Colorado has elected 17 Democrats and 12 Republicans to the governorship in the last 100 years. Incumbent Governor Jared Polis, who was elected in 2018, is a Democrat, and his predecessor, Governor, now Senator John Hickenlooper, who won election in 2010 was also a Democrat.

The people of the state of Colorado are also represented in the federal government of the United States by two United States Senators and eight Congressional Representatives. Of Colorado's eight members of the United States House of Representatives, five are Democrats and three are Republicans. The Senators are Michael Farrand Bennet (D) and former Governor John Hickenlooper (D).
 
Colorado has a history of voter initiatives that severely restrict the power of state government. Some of these initiatives include Term Limits on legislators (1990), Taxpayer Bill of Rights (TABOR) (1992), and Amendment 23, passed in 2000, which set a fixed percentage of the budget for K-12 education. Voters passed Referendum C in 2005, amending some restrictions of TABOR and Amendment 23.

History
Colorado supported George W. Bush in both 2000 and 2004. Republicans have generally held control of statewide offices and the state legislature since the 1960s. In 2004, while Bush won the state's electors, while Democrat, Ken Salazar won a U.S. Senate seat and his brother John Salazar won a seat in the U.S. House and the Democrats captured both chambers of the state legislature for the first time since 1963. In 2006, Democrat Bill Ritter won the governorship by a 16-point margin while the Democrats expanded their majorities in both chambers of the state legislature and Democrat Ed Perlmutter captured another U.S. House seat.

Colorado was a battleground state in the 2008 U.S. Presidential Election between Senator John McCain and Senator Barack Obama. Obama won Colorado, by a margin of 9%, with 54% of the vote to McCain's 45%.
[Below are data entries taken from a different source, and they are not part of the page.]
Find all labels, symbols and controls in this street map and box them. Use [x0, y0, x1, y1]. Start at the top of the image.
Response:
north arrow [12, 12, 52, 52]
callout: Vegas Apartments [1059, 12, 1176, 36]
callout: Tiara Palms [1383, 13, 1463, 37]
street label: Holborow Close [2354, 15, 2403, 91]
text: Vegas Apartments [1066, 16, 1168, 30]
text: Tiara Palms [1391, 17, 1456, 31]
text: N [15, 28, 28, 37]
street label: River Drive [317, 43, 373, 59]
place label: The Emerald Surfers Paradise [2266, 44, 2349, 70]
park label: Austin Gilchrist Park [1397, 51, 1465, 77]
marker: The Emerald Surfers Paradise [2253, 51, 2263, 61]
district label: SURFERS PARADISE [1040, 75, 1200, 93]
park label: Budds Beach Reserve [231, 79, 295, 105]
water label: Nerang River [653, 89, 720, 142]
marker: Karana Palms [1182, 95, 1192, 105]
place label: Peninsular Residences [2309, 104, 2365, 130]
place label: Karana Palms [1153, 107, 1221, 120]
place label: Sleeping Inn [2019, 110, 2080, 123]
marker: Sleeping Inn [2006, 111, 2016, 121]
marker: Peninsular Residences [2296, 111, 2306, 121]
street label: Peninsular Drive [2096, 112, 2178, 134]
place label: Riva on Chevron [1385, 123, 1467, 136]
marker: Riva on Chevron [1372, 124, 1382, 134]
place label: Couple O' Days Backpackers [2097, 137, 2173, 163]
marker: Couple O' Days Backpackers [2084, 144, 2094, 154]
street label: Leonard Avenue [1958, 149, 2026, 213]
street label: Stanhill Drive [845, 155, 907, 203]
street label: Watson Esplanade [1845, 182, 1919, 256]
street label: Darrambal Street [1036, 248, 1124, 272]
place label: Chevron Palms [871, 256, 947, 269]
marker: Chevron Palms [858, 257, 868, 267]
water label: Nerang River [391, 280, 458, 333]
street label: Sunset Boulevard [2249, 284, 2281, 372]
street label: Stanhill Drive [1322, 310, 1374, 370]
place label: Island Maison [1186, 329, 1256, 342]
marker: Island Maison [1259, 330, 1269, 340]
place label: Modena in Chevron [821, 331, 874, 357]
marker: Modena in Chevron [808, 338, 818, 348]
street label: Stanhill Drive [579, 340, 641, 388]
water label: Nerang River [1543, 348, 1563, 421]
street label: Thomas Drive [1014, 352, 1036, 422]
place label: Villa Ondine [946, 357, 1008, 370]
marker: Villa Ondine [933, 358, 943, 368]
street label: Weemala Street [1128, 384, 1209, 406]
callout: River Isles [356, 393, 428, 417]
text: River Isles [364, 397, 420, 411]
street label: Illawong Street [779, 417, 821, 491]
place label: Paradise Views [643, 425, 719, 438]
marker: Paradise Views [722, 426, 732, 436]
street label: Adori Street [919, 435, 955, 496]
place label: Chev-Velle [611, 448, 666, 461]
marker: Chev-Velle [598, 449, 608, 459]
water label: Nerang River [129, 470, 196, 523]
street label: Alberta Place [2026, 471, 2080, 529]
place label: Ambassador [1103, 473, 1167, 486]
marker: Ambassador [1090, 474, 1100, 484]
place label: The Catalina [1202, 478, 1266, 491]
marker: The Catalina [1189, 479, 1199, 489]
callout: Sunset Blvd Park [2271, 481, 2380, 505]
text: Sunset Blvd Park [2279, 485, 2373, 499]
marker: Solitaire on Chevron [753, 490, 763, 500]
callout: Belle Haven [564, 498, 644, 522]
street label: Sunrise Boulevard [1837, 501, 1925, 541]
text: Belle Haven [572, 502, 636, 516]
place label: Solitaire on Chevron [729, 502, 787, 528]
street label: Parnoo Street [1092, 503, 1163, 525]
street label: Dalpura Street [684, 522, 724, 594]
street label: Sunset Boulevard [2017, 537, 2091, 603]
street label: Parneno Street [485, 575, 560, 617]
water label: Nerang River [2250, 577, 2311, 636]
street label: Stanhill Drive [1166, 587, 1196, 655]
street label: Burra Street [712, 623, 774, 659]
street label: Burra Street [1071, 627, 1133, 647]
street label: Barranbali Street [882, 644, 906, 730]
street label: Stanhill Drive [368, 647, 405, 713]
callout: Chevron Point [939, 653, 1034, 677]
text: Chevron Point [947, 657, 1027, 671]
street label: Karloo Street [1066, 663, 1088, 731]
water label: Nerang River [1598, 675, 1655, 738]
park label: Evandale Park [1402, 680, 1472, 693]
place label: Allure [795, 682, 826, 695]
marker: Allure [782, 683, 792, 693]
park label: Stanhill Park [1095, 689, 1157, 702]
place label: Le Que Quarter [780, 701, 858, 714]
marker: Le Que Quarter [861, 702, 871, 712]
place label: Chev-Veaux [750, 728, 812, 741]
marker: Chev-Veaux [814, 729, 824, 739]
In 2010, however, Republicans made big gains in the state. They won the statewide races of Attorney General, Secretary of State, and Treasurer. Republicans also defeated two incumbent Democratic House members to hold a 4-3 majority in the state's House delegation. Furthermore, Republicans took control of the Colorado House of Representatives. This occurred even as Democrat John Hickenlooper won the governorship, albeit over weak and divided opposition, and Democratic Senator Michael Bennet was re-elected. As a result of the 2010 gubernatorial election, the Constitution Party gained major party status as it passed the 10% popular vote threshold, putting it in an equal legal position with the Democratic and Republican parties in terms of rights under state election law. However, the Democrats regained the Colorado House by a large margin during the 2012 election.

Colorado has been trending Democratic in recent years due to the rising percentage of young, college-educated, suburban, and unaffiliated voters leaning Democratic. The growing social and religious conservative shift of the state's Republican Party has also been cited as a reason for the changing voting patterns of Colorado, along with the party shifting right-ward politically. As of 2022, unaffiliated voters made up over 40% of the electorate. These voters tend to lean Democratic or have preferred Democratic candidates over Republican ones in recent elections.

In the 2018 state elections, Democrats gained control of the state Senate, won all the constitutional statewide offices (including the governorship), and expanded their majority in the state House. They also gained a numerical majority for the U.S. House delegation. In the 2020 presidential election, Colorado was considered a safe blue state. Joe Biden handily won Colorado with over 55% of the vote by a margin of more than 13% over Donald Trump. In the 2020 state elections, Democrats retained their majorities in the state House and Senate. Democrats also picked up another U.S. Senate seat with John Hickenlooper's victory over Cory Gardner.

In the 2022 state elections, Jared Polis was re-elected for Governor by a landslide, Democrats easily retained all statewide offices and Michael Bennet was re-elected to the U.S. Senate by the largest margin for a state Democrat since 1974. Additionally, Democrats further expanded their majority in the state house by five seats, grew their senate majority by 2 seats and increased their majority in the state Board of Education.

Colorado General Assembly
Currently, Democrats control both the House and the Senate. The 64th Colorado General Assembly was the first to be controlled by the Democrats in forty years, as the Republican Party traditionally held control of the state government. The current Speaker of the Colorado House of Representatives is Julie McCluskie.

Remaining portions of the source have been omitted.